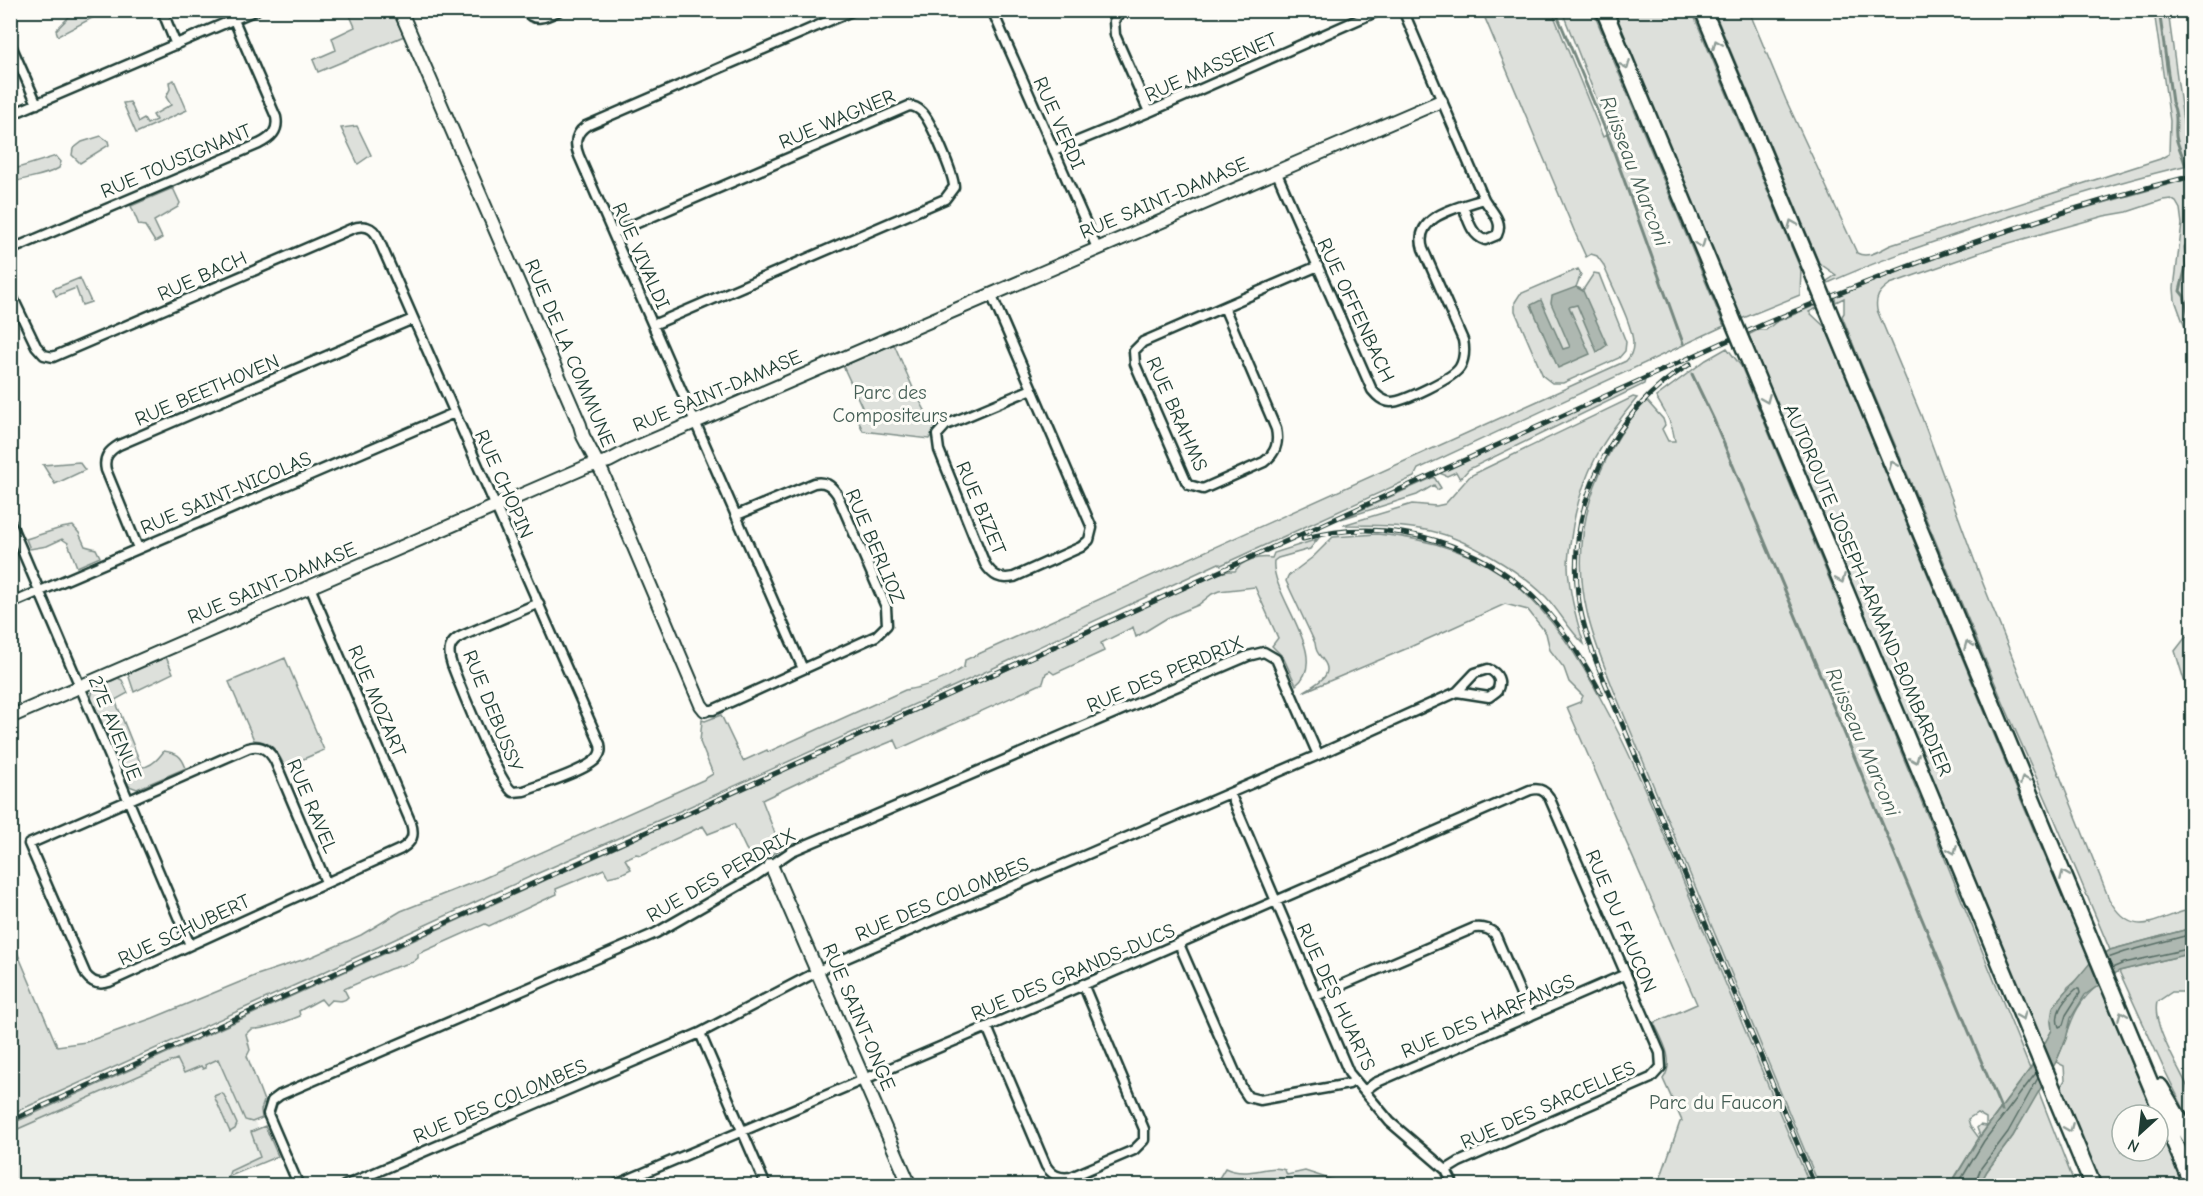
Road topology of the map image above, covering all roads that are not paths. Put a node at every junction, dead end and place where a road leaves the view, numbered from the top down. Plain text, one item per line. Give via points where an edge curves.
1 (162, 10) edge
2 (256, 10) edge
3 (400, 10) edge
4 (525, 10) edge
5 (560, 10) edge
6 (854, 10) edge
7 (992, 10) edge
8 (1122, 10) edge
9 (1380, 10) edge
10 (1403, 10) edge
11 (1604, 10) edge
12 (1703, 10) edge
13 (234, 20) junction
14 (10, 43) edge
15 (176, 45) junction
16 (1441, 101) junction
17 (37, 104) junction
18 (1149, 112) junction
19 (10, 115) edge
20 (1054, 151) junction
21 (1276, 171) junction
22 (1484, 199) junction
23 (1463, 206) junction
24 (368, 227) joint
25 (614, 233) junction
26 (1097, 248) junction
27 (10, 250) edge
28 (1318, 266) junction
29 (10, 292) edge
30 (991, 294) junction
31 (1224, 307) junction
32 (413, 319) junction
33 (653, 325) junction
34 (1032, 389) junction
35 (454, 413) junction
36 (695, 422) junction
37 (597, 464) junction
38 (495, 508) junction
39 (736, 515) junction
40 (10, 522) edge
41 (138, 548) junction
42 (310, 587) junction
43 (40, 591) junction
44 (539, 603) junction
45 (10, 604) edge
46 (803, 669) junction
47 (80, 687) junction
48 (1457, 692) junction
49 (705, 710) joint
50 (10, 717) edge
51 (1318, 755) junction
52 (597, 758) joint
53 (1544, 791) joint
54 (1230, 793) junction
55 (127, 800) junction
56 (412, 827) joint
57 (29, 844) joint
58 (771, 865) junction
59 (326, 882) junction
60 (1275, 901) junction
61 (1179, 944) junction
62 (190, 945) junction
63 (819, 972) junction
64 (1626, 974) junction
65 (1083, 984) junction
66 (1316, 996) junction
67 (1530, 1016) junction
68 (987, 1027) junction
69 (700, 1033) junction
70 (2133, 1041) junction
71 (1662, 1067) joint
72 (863, 1079) junction
73 (1355, 1080) junction
74 (1364, 1091) junction
75 (742, 1130) junction
76 (2193, 1141) edge
77 (1446, 1170) junction
78 (299, 1185) edge
79 (344, 1185) edge
80 (613, 1185) edge
81 (766, 1185) edge
82 (910, 1185) edge
83 (1454, 1185) edge
84 (2091, 1185) edge
85 (2193, 1185) edge

1 - 15 street
2 - 13 street
3 - 37 street, RUE DE LA COMMUNE
4 - 5 street via 538,18
6 - 25 street, RUE VIVALDI via 583,128 576,138 576,147
7 - 20 street, RUE VERDI
8 - 18 street via 1114,21 1115,35
9 - 18 street, RUE MASSENET
10 - 16 street
11 -> 84 highway, AUTOROUTE JOSEPH-ARMAND-BOMBARDIER, bridge
70 -> 12 highway, bridge
13 - 15 street
13 - 27 street, RUE TOUSIGNANT via 276,117 276,128 270,137
14 - 17 street
15 - 17 street
16 - 21 street, RUE SAINT-DAMASE
16 - 22 street
17 - 19 street
18 - 20 street, RUE MASSENET
20 - 26 street, RUE VERDI
21 - 26 street, RUE SAINT-DAMASE
21 - 28 street, RUE OFFENBACH
22 - 23 street, RUE OFFENBACH
22 - 23 street via 1499,225 1493,238 1477,236
23 - 28 street, RUE OFFENBACH via 1428,221 1422,244 1463,340 1465,354 1461,367 1451,377 1399,400 1384,400 1372,390
24 - 29 street, RUE BACH via 360,225 49,357 36,346
24 - 32 street, RUE CHOPIN via 376,233
25 - 33 street, RUE VIVALDI
25 - 33 street, RUE WAGNER via 909,106 927,118 947,164 954,188 945,199
26 - 30 street, RUE SAINT-DAMASE
28 - 31 street, RUE BRAHMS
30 - 34 street, RUE BIZET
30 - 36 street, RUE SAINT-DAMASE
31 - 31 street, RUE BRAHMS via 1143,342 1133,357 1186,481 1203,489 1264,462 1278,444 1276,429
32 - 35 street, RUE CHOPIN
32 - 41 street, RUE BEETHOVEN via 110,451 106,470
33 - 36 street, RUE VIVALDI
34 - 34 street, RUE BIZET via 951,422 937,435 939,450 985,564 1004,579 1081,547 1092,533
35 - 38 street, RUE CHOPIN
35 - 41 street, RUE SAINT-NICOLAS
36 - 37 street, RUE SAINT-DAMASE
36 - 39 street, RUE VIVALDI
37 - 38 street, RUE SAINT-DAMASE
37 - 49 street, RUE DE LA COMMUNE
38 - 42 street, RUE SAINT-DAMASE
38 - 44 street, RUE CHOPIN
39 - 46 street, RUE VIVALDI
39 - 46 street, RUE BERLIOZ via 814,483 825,482 837,494 886,607 887,625 880,634
40 - 43 street, 27E AVENUE
41 - 43 street, RUE SAINT-NICOLAS
42 - 47 street, RUE SAINT-DAMASE
42 - 56 street, RUE MOZART
43 - 45 street, RUE SAINT-NICOLAS
43 - 47 street, 27E AVENUE
44 - 52 street, RUE CHOPIN via 598,738 601,749
44 - 52 street, RUE DEBUSSY via 455,639 450,648 452,665 495,765 513,792 582,768
46 - 49 street, RUE BERLIOZ via 713,710
47 - 50 street, RUE SAINT-DAMASE
47 - 55 street, 27E AVENUE
48 - 48 street, RUE DES COLOMBES via 1490,697 1499,687 1498,677 1488,669 1479,670
48 - 51 street, RUE DES COLOMBES
51 - 54 street, RUE DES COLOMBES
51 - 58 street, RUE DES PERDRIX via 1276,659 1269,653 1254,653 792,851
53 - 60 street, RUE DES GRANDS-DUCS via 1530,790
53 - 64 street, RUE DU FAUCON
54 - 60 street, RUE DES HUARTS
54 - 63 street, RUE DES COLOMBES
55 - 57 street, RUE RAVEL
55 - 59 street, RUE RAVEL via 248,748 262,747 272,754
55 - 62 street, 27E AVENUE
56 - 59 street, RUE SCHUBERT via 412,839 401,849
57 - 62 street, RUE SCHUBERT via 92,981 110,982
58 - 63 street, RUE SAINT-ONGE
58 - 78 street, RUE DES PERDRIX via 656,933 275,1098 269,1105 269,1119
59 - 62 street, RUE SCHUBERT
60 - 61 street, RUE DES GRANDS-DUCS
60 - 66 street, RUE DES HUARTS
61 - 65 street, RUE DES GRANDS-DUCS
61 - 73 street via 1248,1097 1260,1100
63 - 69 street, RUE DES COLOMBES
63 - 72 street, RUE SAINT-ONGE
64 - 67 street, RUE DES HARFANGS
64 - 71 street, RUE DU FAUCON via 1660,1053
65 - 68 street, RUE DES GRANDS-DUCS
65 - 68 street via 1144,1129 1144,1140 1134,1150 1071,1177 1053,1174 1046,1166
66 - 67 street via 1481,927 1495,934
66 - 73 street, RUE DES HUARTS
67 - 74 street, RUE DES HARFANGS
68 - 72 street, RUE DES GRANDS-DUCS
69 - 75 street
69 - 79 street, RUE DES COLOMBES
70 - 76 highway
70 - 85 highway
71 - 77 street, RUE DES SARCELLES via 1651,1078
72 - 75 street, RUE DES GRANDS-DUCS
72 - 82 street, RUE SAINT-ONGE
73 - 74 street, RUE DES HUARTS
74 - 77 street, RUE DES HUARTS via 1390,1122
75 - 80 street, RUE DES GRANDS-DUCS
75 - 81 street
77 - 83 street, RUE DES HUARTS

==============================

- EXERCISE PROMPT: Say only how many lines above contain "VERDI", with no other words.

- SOLUTION: 2